As told exclusively to
After a couple of seasons, Brian upgraded the engine in Wild Thing to a small block Chevy and install suitable rear suspension. He met pioneering UK drag racing engineers Allan Herridge and Don Beadle along the way. 1972 was the last season that Brian raced the car, selling it eventually and later tracking it down 45 years after its debut.
Brian Gibson takes up the story...
Despite being popular with the crowd and other competitors we found it impossible to sell ‘Wild Thing’. Having already accumulated parts for a new car amongst which was a small block Chevy 283 cu in engine from a 1957 Corvette, I decided instead to build the Chevy engine and fit it to the Popular which was nearer to the concept of a Gas Coupe.
Between stopping racing with the Jaguar engine and before starting with the Chevy, I towed for various people. One was John Harrison who I knew and remember John’s car had a reputation as one of the loudest, due to him running so much blower pressure. We went to an ‘on tour’ meet with his dragster using my Zephyr but I didn’t get involved with the car, I don’t remember where the event was.
I became friends with Tony and Don Beadle who at the time were teamed up with Allan Herridge. This was after Allan had run his Cadillac powered ‘Pulsation’ dragster. They had decided to build a new Junior Fuel Dragster using an injected Chevy engine. Tony had also formed a company called Speed and Custom Parts, based in Hillingdon to import parts from the States and brought in a second hand Hilborn injection system set up for me. There were three sets, Allan Herridge had one and Alan Wigmore the other for his ‘Itzaviva’ These were older sets and had the intakes at an angle before going vertical with the stacks whereas my intake went straight up vertical with the stacks.
Don Beadle had started off as a motorcycle mechanic at Miles Motors in Uxbridge. On the strength of knowing about V8 engines and having a partnership with Alan Herridge, Don got a job with Stuart Graham who ran a Chevrolet Camaro in the British Touring Car Championships. Don worked on the engine in his Camaro which taught him a whole lot more about working on V8 engines.
Meanwhile I’d got to know an American serviceman from the South Ruislip USAF airbase. He agreed to bring me in some parts through what I believe the Americans called a PX like a goods exchange platform that operated for the servicemen and managed to get a number of engine parts this way.
I set about the modifications I wanted to make to the 283 Chevy engine.

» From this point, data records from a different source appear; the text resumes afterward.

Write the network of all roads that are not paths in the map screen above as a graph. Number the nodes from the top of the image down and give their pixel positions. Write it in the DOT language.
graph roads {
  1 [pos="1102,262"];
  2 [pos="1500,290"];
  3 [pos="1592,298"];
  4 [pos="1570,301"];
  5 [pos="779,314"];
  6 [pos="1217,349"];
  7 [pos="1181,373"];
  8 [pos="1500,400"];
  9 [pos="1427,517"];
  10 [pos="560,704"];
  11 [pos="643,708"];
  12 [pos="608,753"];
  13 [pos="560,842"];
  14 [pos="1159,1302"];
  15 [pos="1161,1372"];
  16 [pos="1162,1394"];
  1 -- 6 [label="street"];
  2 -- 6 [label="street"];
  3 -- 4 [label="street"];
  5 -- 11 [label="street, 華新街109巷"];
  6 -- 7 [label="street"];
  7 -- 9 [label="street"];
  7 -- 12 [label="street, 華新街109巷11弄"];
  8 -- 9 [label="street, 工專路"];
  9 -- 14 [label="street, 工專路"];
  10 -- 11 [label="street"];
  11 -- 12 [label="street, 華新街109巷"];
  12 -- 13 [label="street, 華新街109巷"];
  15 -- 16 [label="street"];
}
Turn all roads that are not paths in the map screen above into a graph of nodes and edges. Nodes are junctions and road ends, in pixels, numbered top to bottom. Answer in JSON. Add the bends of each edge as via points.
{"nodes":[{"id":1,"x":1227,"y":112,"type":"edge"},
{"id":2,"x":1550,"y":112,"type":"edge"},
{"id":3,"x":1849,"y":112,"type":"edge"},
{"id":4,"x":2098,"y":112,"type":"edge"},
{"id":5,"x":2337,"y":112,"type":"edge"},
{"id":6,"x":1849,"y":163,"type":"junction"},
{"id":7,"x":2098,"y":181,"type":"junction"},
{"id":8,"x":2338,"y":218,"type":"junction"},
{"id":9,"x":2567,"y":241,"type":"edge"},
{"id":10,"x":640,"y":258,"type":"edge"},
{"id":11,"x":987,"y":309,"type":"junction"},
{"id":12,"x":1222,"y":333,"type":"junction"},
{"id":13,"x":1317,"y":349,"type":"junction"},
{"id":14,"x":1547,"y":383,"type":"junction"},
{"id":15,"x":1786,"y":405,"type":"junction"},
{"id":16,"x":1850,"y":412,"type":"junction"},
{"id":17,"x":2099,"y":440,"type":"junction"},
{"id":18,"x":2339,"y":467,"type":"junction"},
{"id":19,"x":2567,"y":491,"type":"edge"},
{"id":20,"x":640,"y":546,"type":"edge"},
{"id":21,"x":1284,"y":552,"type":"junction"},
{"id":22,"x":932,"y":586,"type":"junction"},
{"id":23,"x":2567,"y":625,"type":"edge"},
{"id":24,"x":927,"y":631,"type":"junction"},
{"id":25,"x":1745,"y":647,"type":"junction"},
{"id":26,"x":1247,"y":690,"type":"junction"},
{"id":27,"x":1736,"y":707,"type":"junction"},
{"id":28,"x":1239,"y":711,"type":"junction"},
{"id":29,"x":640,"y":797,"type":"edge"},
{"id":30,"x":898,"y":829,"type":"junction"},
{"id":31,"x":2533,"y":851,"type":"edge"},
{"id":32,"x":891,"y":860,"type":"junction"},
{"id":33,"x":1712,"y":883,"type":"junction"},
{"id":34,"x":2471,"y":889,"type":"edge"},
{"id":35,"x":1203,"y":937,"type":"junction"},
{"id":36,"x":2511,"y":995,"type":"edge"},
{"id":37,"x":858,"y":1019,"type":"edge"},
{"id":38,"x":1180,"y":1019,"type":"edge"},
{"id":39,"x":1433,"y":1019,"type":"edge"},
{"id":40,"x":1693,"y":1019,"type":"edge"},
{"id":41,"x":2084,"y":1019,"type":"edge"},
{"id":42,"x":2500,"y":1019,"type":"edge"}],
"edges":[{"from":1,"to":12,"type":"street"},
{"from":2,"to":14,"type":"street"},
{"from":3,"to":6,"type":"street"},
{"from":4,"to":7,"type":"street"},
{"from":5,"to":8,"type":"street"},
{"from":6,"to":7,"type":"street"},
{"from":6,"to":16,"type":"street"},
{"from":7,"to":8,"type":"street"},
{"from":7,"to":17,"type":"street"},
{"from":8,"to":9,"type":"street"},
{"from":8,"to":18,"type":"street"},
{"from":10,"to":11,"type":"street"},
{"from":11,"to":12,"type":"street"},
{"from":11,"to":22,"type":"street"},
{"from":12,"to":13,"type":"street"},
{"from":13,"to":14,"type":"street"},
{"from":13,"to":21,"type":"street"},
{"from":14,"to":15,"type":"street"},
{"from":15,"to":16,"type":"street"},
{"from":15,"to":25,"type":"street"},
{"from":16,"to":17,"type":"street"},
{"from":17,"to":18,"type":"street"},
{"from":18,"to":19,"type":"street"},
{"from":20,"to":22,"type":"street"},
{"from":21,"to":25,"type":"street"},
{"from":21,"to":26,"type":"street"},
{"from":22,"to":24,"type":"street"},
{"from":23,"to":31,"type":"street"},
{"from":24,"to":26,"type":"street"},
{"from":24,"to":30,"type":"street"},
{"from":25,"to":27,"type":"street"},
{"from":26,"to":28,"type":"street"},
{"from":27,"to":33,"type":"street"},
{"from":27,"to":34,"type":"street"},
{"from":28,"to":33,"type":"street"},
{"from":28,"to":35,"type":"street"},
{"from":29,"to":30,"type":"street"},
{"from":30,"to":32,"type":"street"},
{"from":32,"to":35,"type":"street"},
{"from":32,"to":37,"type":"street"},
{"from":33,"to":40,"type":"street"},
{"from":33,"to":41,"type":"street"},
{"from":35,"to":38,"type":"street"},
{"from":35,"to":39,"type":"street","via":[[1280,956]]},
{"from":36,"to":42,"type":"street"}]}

The high-performance cylinder heads had smallish valves so I machined out the intake seats and fitted 1 7/8-inch valves, although they were not the fuelie heads other teams ran. I took the block to a local engineering company in South Harrow called Chacksfield’s. I asked for a 1/8th inch overbore and they looked at me as if I was crazy saying not to go that far, but this was common practice in the States. They were used to only going to 30 thou or sometimes 60 thou. They did finally agree to do it, after I agreed to take full responsibility if it all went wrong. It worked out fine leaving me crosshatch honed finished 4-inch bores which gave 302 cu in, keeping the original crankshaft. Vic Hubbard, an American Speed shop of the time, supplied me with a set of TRW 13-1 compression pistons. I used a deep sump with extended oil pick up. Allan Herridge machined the main caps flat then fitted a steel strap across the main bearing caps to reinforce the bottom end.
I had a small paperback book on engine building, don’t remember what it was called. One really important thing it mentioned was to get the engine block clean, this was one of Don Beadle’s trademarks. Once the rebore was done the first thing was to wash the block and bores using hot soapy water. Then with a paper towel wipe down the bores, following the crosshatch honing, removing all the black cast iron particles. Then continue using light oil. Well worth all the preparation, I used molybdenum faced piston rings and the engine ran really well. I used stock conrods lightened and polished and the crank assembly was fully balanced by Brabhams at Chessington.
The camshaft came from a formula 5000 race car with 300 degrees of duration and half inch lift, it was an Engle type 251 camshaft which Don Beadle acquired for me. I put in Chet Herbert lifters with magnesium alloy rocker arms, later changing to Crane roller rockers with roller tips.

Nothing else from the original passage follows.